As already noted, a retirement plan will be immune from creditor claims if it is intended in good faith to qualify under the IRC. Courts have had to set standards to define the point at which non-compliance with the IRC will result in a finding that the retirement plan was not intended to in good faith qualify with the IRC. There are only a few reported decisions on how to determine whether a plan was intended in good faith to qualify. Courts put the burden of persuasion on the debtor (i.e. plan beneficiary) to provide evidence of conduct or action to support a claim that there was a good faith attempt to comply with the IRC. If the judgment debtor is successful, the plan remains fully exempt, notwithstanding technical noncompliance. A judgment debtor could meet this burden by demonstrating that he retained an accountant or pension consultant to set up a valid plan which, through no fault of the judgment debtor contained provisions which did not fully comply with the IRC.

Participants in defined benefit pension and profit sharing plans or 401(k) plans must be particularly vigilant in order to retain the full benefit of the Illinois exemption statue. Pension plans and 401(k) plans will accumulate significantly more value than IRA accounts because of the higher contribution limits. When an employee leaves the sponsor’s employment or when the sponsor terminates a plan, the affected employee has the right to withdraw or rollover the vested plan benefits, which is often a substantial amount of money. If the beneficiary takes a withdrawal, the withdrawn funds should be put into one or more accounts that are traceable to the former retirement plan, and those funds should be used only for living expenses, and not for investment purposes.
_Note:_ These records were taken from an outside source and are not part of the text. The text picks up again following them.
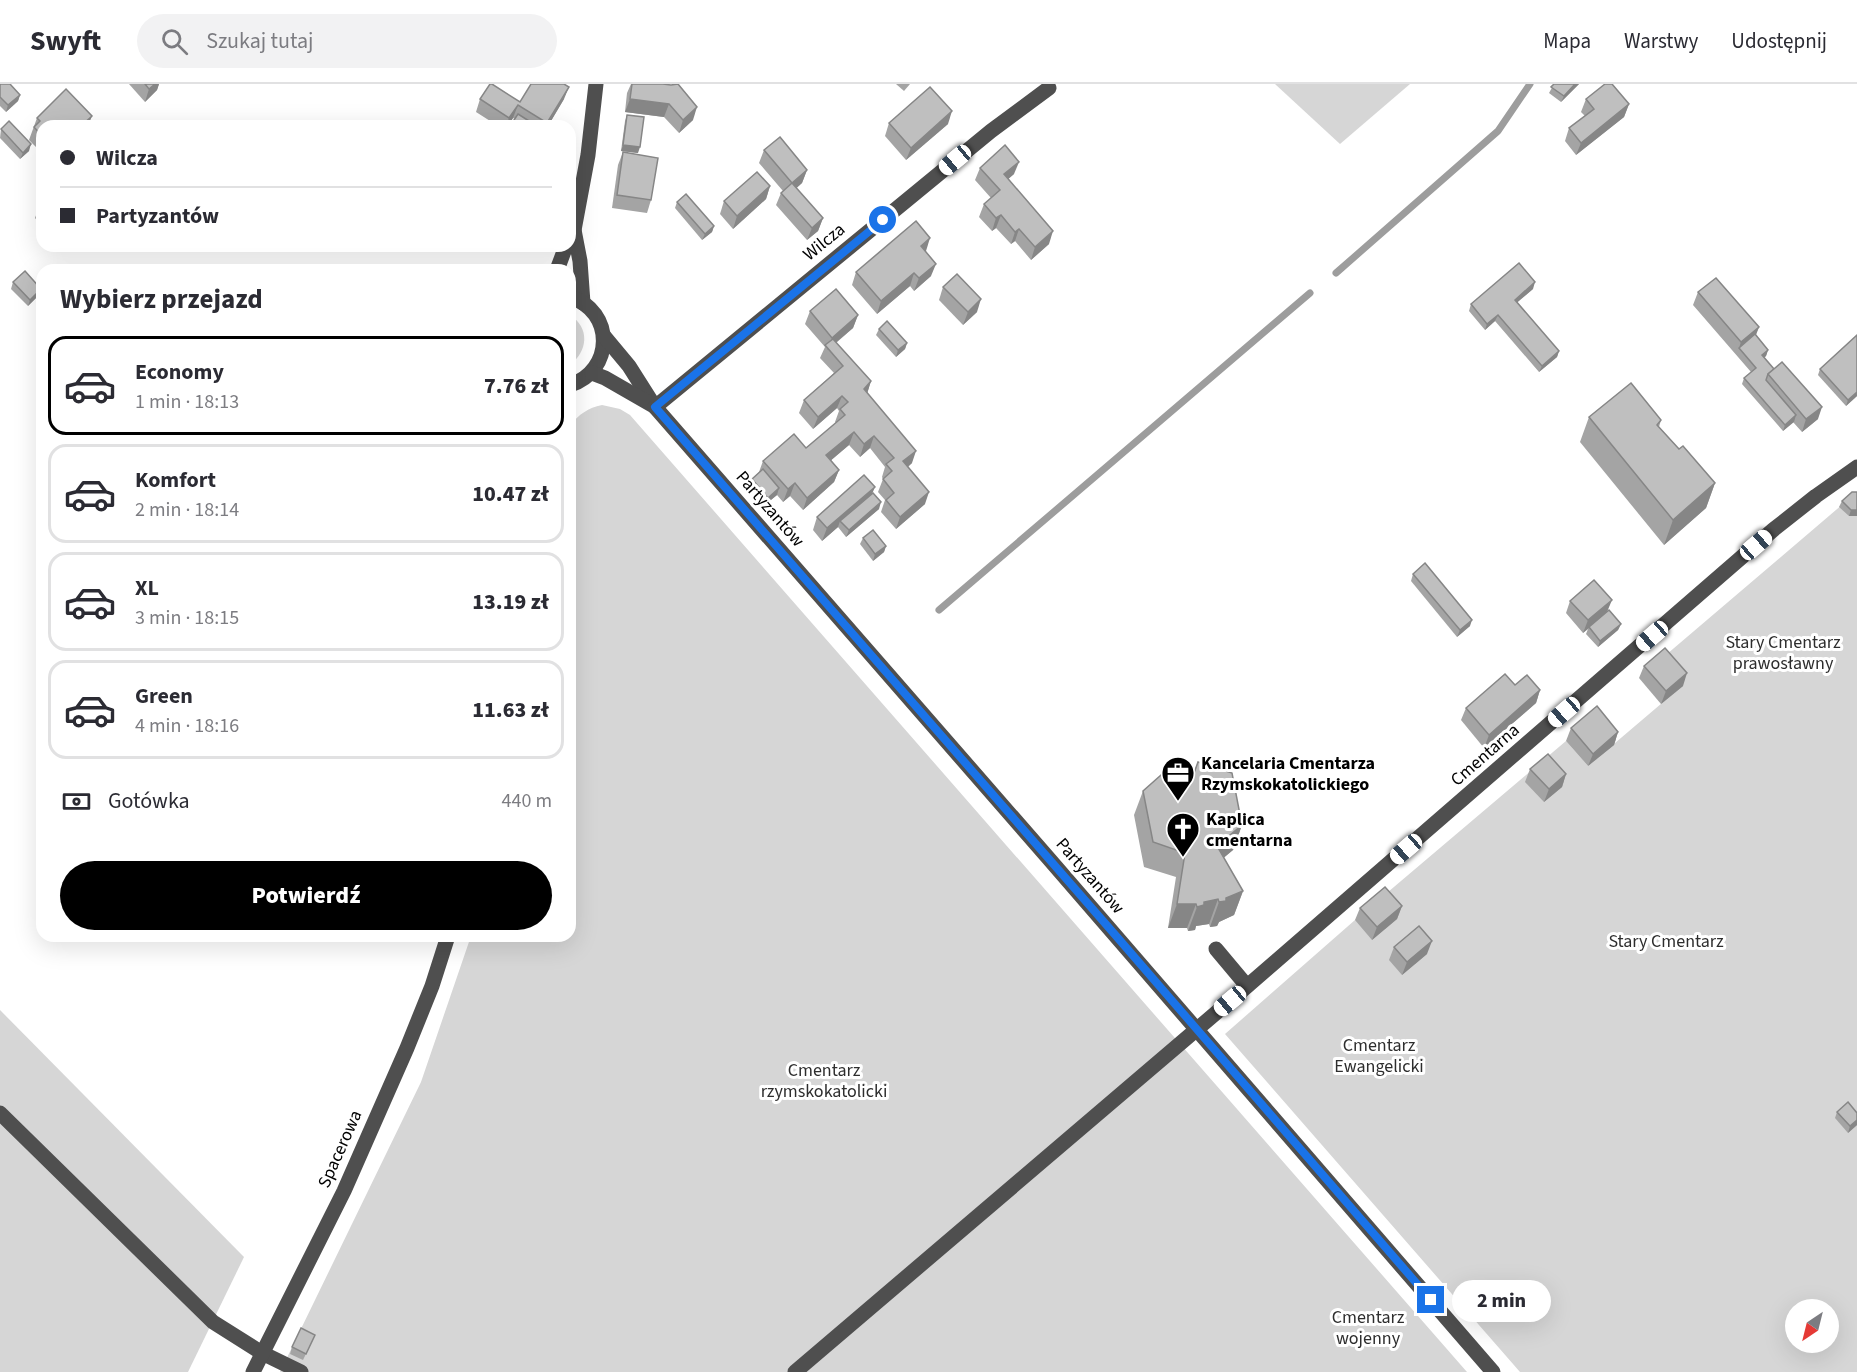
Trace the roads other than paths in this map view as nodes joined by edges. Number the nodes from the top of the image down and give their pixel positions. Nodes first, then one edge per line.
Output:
1 (596, 84) edge
2 (1049, 88) dead end
3 (576, 214) edge
4 (576, 248) edge
5 (577, 300) edge
6 (604, 336) junction
7 (591, 373) junction
8 (576, 383) edge
9 (655, 407) junction
10 (1857, 467) edge
11 (446, 942) edge
12 (1216, 949) dead end
13 (1247, 986) junction
14 (1196, 1030) junction
15 (0, 1113) edge
16 (262, 1353) junction
17 (253, 1372) edge
18 (301, 1372) edge
19 (795, 1372) edge
20 (1493, 1372) edge

1 - 3 street
2 - 9 street, Wilcza
4 - 5 street
5 - 6 street, Partyzantów
6 - 7 street
6 - 9 street, Partyzantów
7 - 8 street
7 - 9 street, Partyzantów
9 - 14 street, Partyzantów
10 - 13 street, Cmentarna
11 - 16 street, Spacerowa
12 - 13 street
13 - 14 street, Cmentarna
14 - 19 street, Cmentarna
14 - 20 street, Partyzantów
15 - 16 street
16 - 17 street, Spacerowa
16 - 18 street

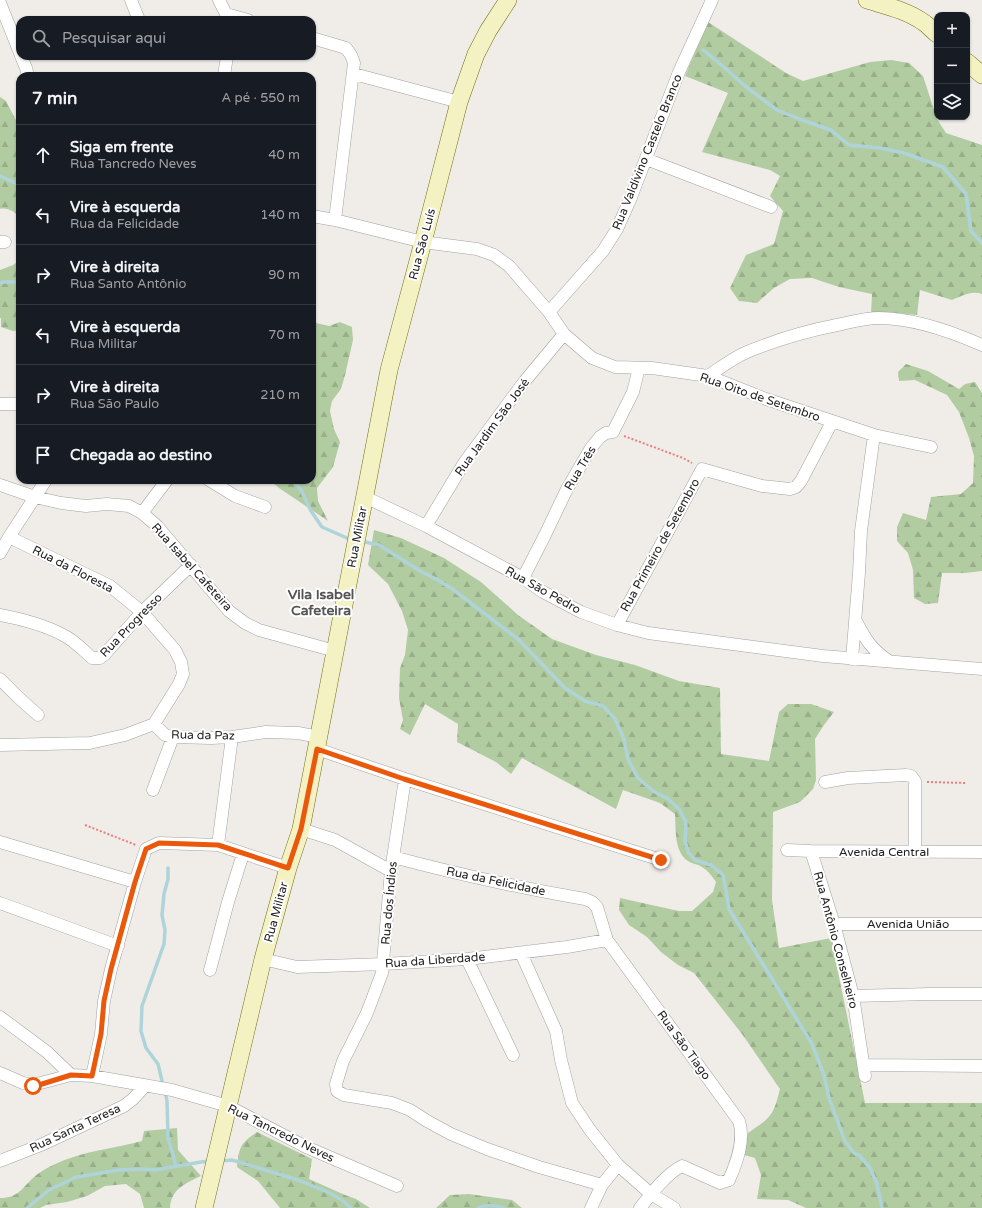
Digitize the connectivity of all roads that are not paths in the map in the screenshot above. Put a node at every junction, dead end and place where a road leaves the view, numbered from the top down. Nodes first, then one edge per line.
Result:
1 (131, 0) edge
2 (219, 0) edge
3 (508, 0) edge
4 (712, 0) edge
5 (867, 0) edge
6 (0, 3) edge
7 (137, 16) edge
8 (227, 16) edge
9 (934, 31) edge
10 (316, 39) edge
11 (16, 43) edge
12 (23, 60) edge
13 (226, 60) edge
14 (970, 65) edge
15 (27, 72) edge
16 (225, 72) edge
17 (354, 74) junction
18 (982, 75) edge
19 (459, 102) junction
20 (646, 159) junction
21 (771, 207) dead end
22 (316, 217) edge
23 (335, 220) junction
24 (423, 242) junction
25 (549, 312) junction
26 (564, 334) junction
27 (982, 345) edge
28 (639, 368) junction
29 (708, 376) junction
30 (0, 404) edge
31 (16, 404) edge
32 (832, 422) junction
33 (874, 435) junction
34 (931, 447) dead end
35 (43, 484) edge
36 (164, 484) edge
37 (216, 484) edge
38 (0, 485) edge
39 (35, 497) junction
40 (365, 497) junction
41 (265, 506) dead end
42 (142, 513) junction
43 (426, 526) junction
44 (9, 537) junction
45 (0, 553) edge
46 (191, 565) junction
47 (523, 578) junction
48 (142, 612) junction
49 (0, 615) edge
50 (856, 622) junction
51 (617, 625) junction
52 (872, 647) junction
53 (335, 651) junction
54 (852, 659) junction
55 (868, 660) junction
56 (890, 661) junction
57 (982, 669) edge
58 (0, 679) edge
59 (38, 715) dead end
60 (154, 724) junction
61 (173, 737) junction
62 (232, 737) junction
63 (318, 743) junction
64 (0, 745) edge
65 (404, 779) junction
66 (825, 782) dead end
67 (154, 790) dead end
68 (301, 829) junction
69 (0, 842) edge
70 (218, 845) junction
71 (787, 850) dead end
72 (811, 851) junction
73 (916, 852) junction
74 (982, 852) edge
75 (243, 854) junction
76 (393, 856) junction
77 (661, 860) dead end
78 (288, 868) junction
79 (391, 871) junction
80 (135, 882) junction
81 (0, 903) edge
82 (597, 907) joint
83 (834, 924) junction
84 (982, 924) edge
85 (607, 940) junction
86 (118, 946) junction
87 (521, 953) junction
88 (263, 959) junction
89 (467, 959) junction
90 (384, 964) junction
91 (210, 970) dead end
92 (982, 994) edge
93 (853, 996) junction
94 (0, 1017) edge
95 (513, 1055) dead end
96 (982, 1066) edge
97 (71, 1075) junction
98 (92, 1076) junction
99 (1, 1078) edge
100 (150, 1087) junction
101 (228, 1106) junction
102 (0, 1161) edge
103 (618, 1165) junction
104 (602, 1185) junction
105 (397, 1186) dead end
106 (651, 1194) junction
107 (204, 1208) edge
108 (591, 1208) edge
109 (640, 1208) edge
110 (674, 1208) edge

1 - 7 street
2 - 8 street
3 - 19 street, Rua São Luís
4 - 20 street, Rua Valdívino Castelo Branco
5 - 9 street
6 - 11 street
10 - 17 street
12 - 15 street
13 - 16 street
14 - 18 street
17 - 19 street
17 - 23 street
19 - 24 street, Rua São Luís
20 - 21 street
20 - 25 street, Rua Valdívino Castelo Branco
22 - 23 street, Rua Oito de Setembro
23 - 24 street, Rua Oito de Setembro
24 - 25 street, Rua Oito de Setembro
24 - 40 street, Rua São Luís
25 - 26 street, Rua Oito de Setembro
26 - 28 street, Rua Oito de Setembro
26 - 43 street, Rua Jardim São José
27 - 29 street
28 - 29 street, Rua Oito de Setembro
28 - 47 street, Rua Três
29 - 32 street, Rua Oito de Setembro
30 - 31 street
32 - 33 street, Rua Oito de Setembro
32 - 51 street, Rua Primeiro de Setembro
33 - 34 street, Rua Oito de Setembro
33 - 50 street
35 - 39 street
36 - 42 street
37 - 41 street
38 - 39 street, Rua Isabel Cafeteira
39 - 42 street, Rua Isabel Cafeteira
39 - 44 street
40 - 43 street, Rua São Pedro
40 - 53 street, Rua Militar
42 - 46 street, Rua Isabel Cafeteira
43 - 47 street, Rua São Pedro
44 - 45 street
44 - 48 street, Rua da Floresta
46 - 48 street, Rua Progresso
46 - 53 street, Rua Isabel Cafeteira
47 - 51 street, Rua São Pedro
48 - 49 street, Rua Progresso
48 - 60 street, Rua da Floresta
50 - 52 street
50 - 54 street
51 - 54 street, Rua São Pedro
52 - 55 street
52 - 56 street
53 - 63 street, Rua Militar
54 - 55 street, Rua São Pedro
55 - 56 street, Rua São Pedro
56 - 57 street, Rua São Pedro
58 - 59 street
60 - 61 street, Rua da Paz
60 - 64 street
61 - 62 street, Rua da Paz
61 - 67 street
62 - 63 street, Rua da Paz
62 - 70 street
63 - 65 street, Rua da Paz
63 - 68 street, Rua Militar
65 - 76 street, Rua dos Índios
65 - 77 street, Rua da Paz
66 - 73 street
68 - 78 street, Rua Militar
68 - 79 street
69 - 80 street
70 - 75 street
70 - 80 street
71 - 72 street, Avenida Central
72 - 73 street, Avenida Central
72 - 83 street, Rua Antônio Conselheiro
73 - 74 street, Avenida Central
75 - 78 street
75 - 91 street
76 - 79 street, Rua dos Índios
76 - 82 street, Rua da Felicidade
78 - 88 street, Rua Militar
79 - 90 street, Rua dos Índios
80 - 86 street
81 - 86 street
82 - 85 street, Rua São Tiago
83 - 84 street, Avenida União
83 - 93 street, Rua Antônio Conselheiro
85 - 87 street, Rua da Liberdade
85 - 106 street, Rua São Tiago
86 - 98 street
87 - 89 street, Rua da Liberdade
87 - 103 street
88 - 90 street, Rua da Liberdade
88 - 101 street, Rua Militar
89 - 90 street, Rua da Liberdade
89 - 95 street
90 - 104 street, Rua dos Índios
92 - 93 street
93 - 96 street, Rua Antônio Conselheiro
94 - 97 street
97 - 98 street, Rua Tancredo Neves
97 - 99 street, Rua Tancredo Neves
98 - 100 street, Rua Tancredo Neves
100 - 101 street, Rua Tancredo Neves
100 - 102 street, Rua Santa Teresa
101 - 105 street, Rua Tancredo Neves
101 - 107 street, Rua Militar
103 - 104 street
103 - 106 street
104 - 108 street
106 - 109 street
106 - 110 street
If the affected employee is going to use the funds in the first plan to fund a new retirement plan such as a rollover IRA (which is another type of fully protected “retirement plan” within the meaning of the exemption statute), the safest course of action is to arrange for a direct trustee-to-trustee rollover from the prior employer’s plan to the new rollover IRA. That will ensure that the full exemption remains intact. Alternatively, the money can be first withdrawn by the employee and then transferred to the new rollover IRA, provided that the rollover IRA is funded within 60 days after the withdrawal from the prior retirement plan. If the plan beneficiary does not setup the rollover within the 60 day safe harbor, the rollover IRA will not qualify under the applicable provisions of the IRC. Therefore, the rollover IRA will be subject to creditor claims unless the plan beneficiary can meet the high burden of establishing that the rollover IRA was intended to qualify, which means being able to convince a court that steps were taken to effectuate the rollover within 60 days and through no fault of the plan beneficiary, the deadline could not be met.
The Illinois exemption statute for retirement plans is perhaps the most significant of all Illinois exemption statutes because there is no ceiling or cap on the amount of the exemption, and because compliance with the statute is relatively easy. There are 3 steps that should be taken to preserve the full extent of the exemption. When funds are withdrawn from a retirement plan they should be put in an account that can be traced to the retirement plan. The withdrawn funds should be used for living expenses. When creating a self-managed pension vehicle such a Keogh, SEP IRA, SEP 401k or rollover IRA, start working with a qualified professional as soon as possible in order to ensure that the retirement plan will qualify under provisions of the IRC. By retaining a certified or licensed professional, you will bolster your chances of convincing a judge that the plan was intended in good faith to qualify with the IRC, thus preserving the exempt status of a flawed retirement plan.